The plans include around 100 aircraft being grounded for up to 12 months; some for longer. It’s also bad news for staff, with redundancies proposed to manage a surplus of around 6,000 roles, with the temporary surplus of around 15,000 managed through a mix of stand down, annual leave and leave without pay.
The CEO of Qantas, Alan Joyce, has said “it’s clear that International travel is likely to be stalled for a long time.”
“IATA – the peak body for airlines – says it will take more than three years for global travel to return to 2019 levels.”
“That means all airlines – including Qantas – must take action now. We have to position ourselves for several years where revenues will be much lower. And that means becoming a smaller airline in the short term.”
He went on to say that the airline’s international flights will likely not resume until July 2021, but there’s hope for increased domestic travel.
“There are some green shoots domestically. We’re planning to be back to 40 per cent of our pre-crisis domestic flying during July and hopefully more in the months that follow. But we’ll be living with COVID for some time and recent events show we can’t take a low infection rate for granted.”
“Around half of those stood down will be back flying domestically – we think – by the end of the year. The remainder – mostly, those supporting international flying – will return more slowly.”
Key actions of the plan include:
- Reducing the Group’s pre-crisis workforce by at least 6,000 roles across all parts of the business.
- Continuing the stand down for 15,000 employees, particularly those associated with international operations, until flying returns.
- Retiring Qantas’ six remaining 747s immediately, six months ahead of schedule.

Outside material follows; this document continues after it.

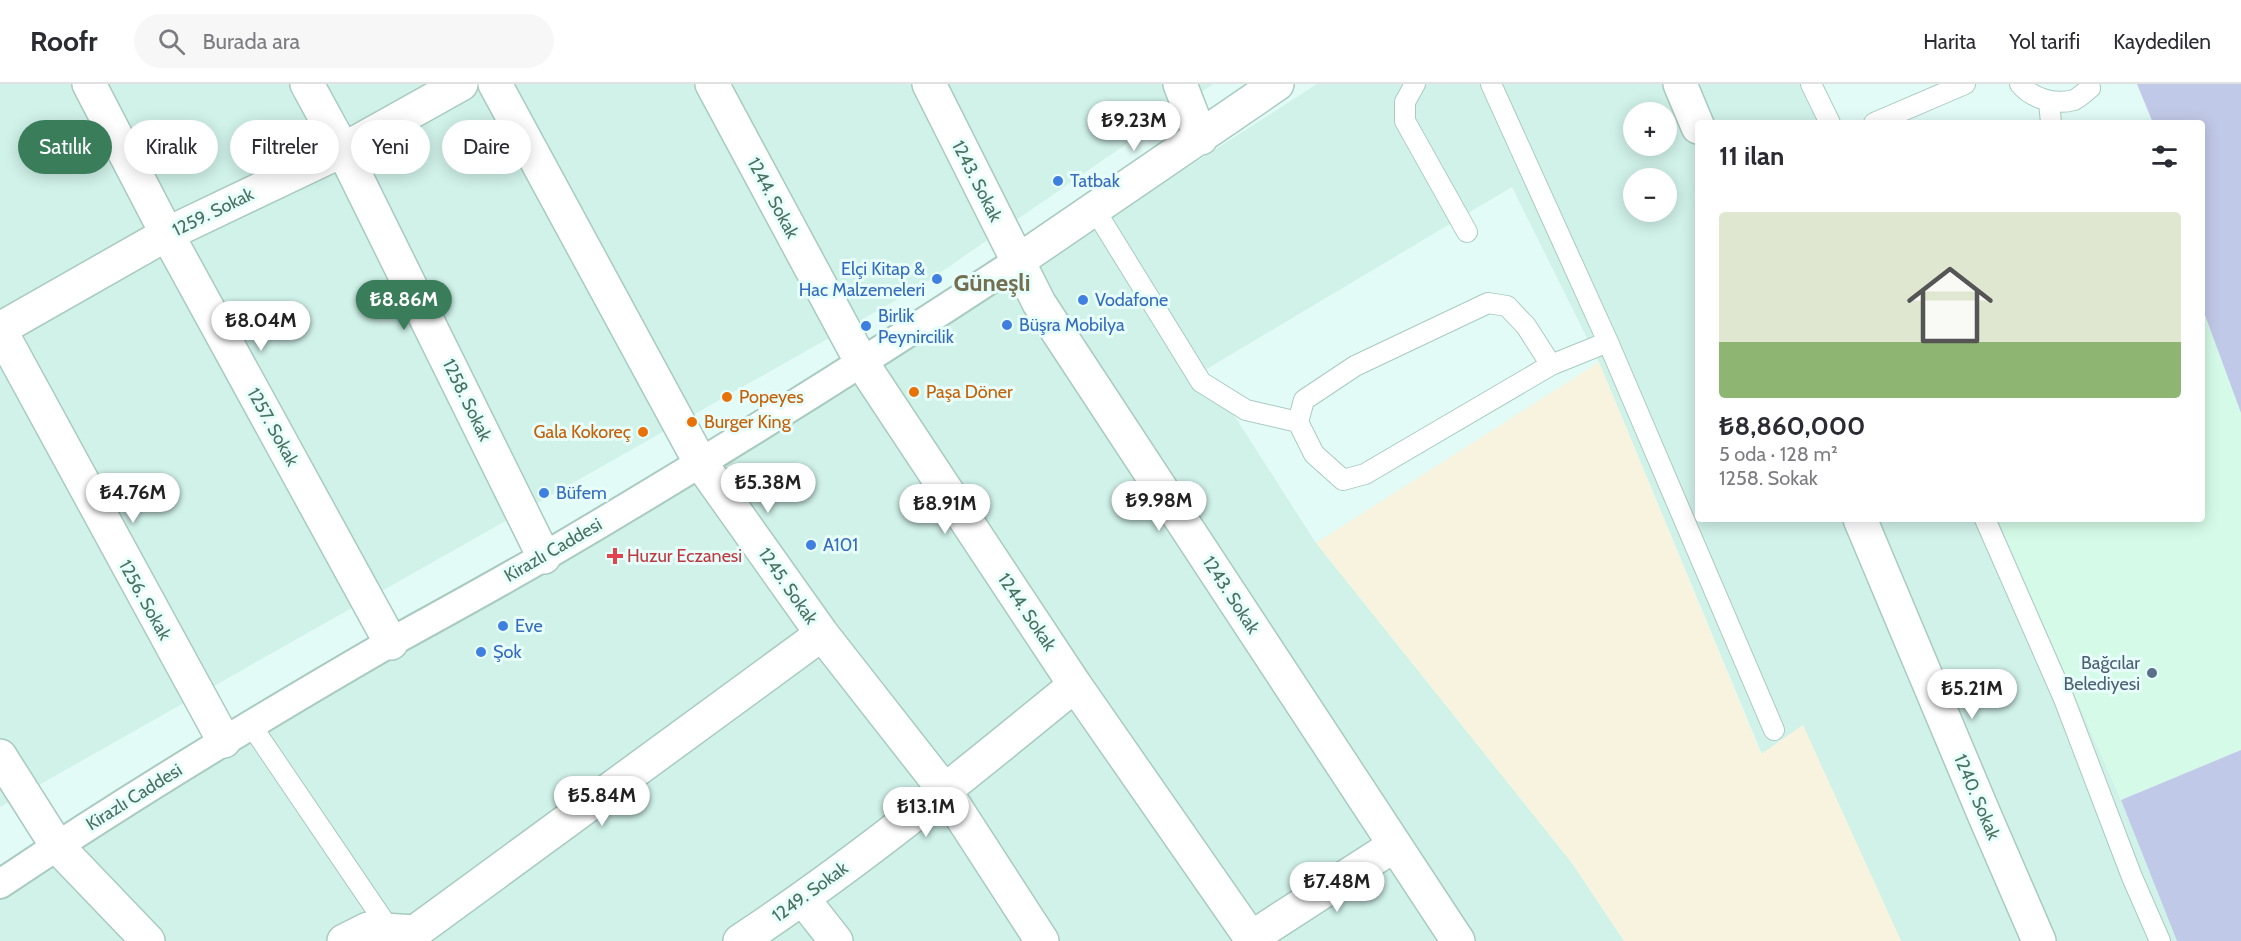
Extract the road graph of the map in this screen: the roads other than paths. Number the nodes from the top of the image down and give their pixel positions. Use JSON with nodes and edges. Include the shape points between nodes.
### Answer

- Grounding up to 100 aircraft for up to 12 months (some for longer), including most of the international fleet. The majority are expected to ultimately go back in to service but some leased aircraft may be returned as they fall due.
- A321neo and 787-9 fleet deliveries have been deferred to meet the Group’s requirements.
The cost of implementing the plan is estimated at $1 billion, with most of this realised during FY21.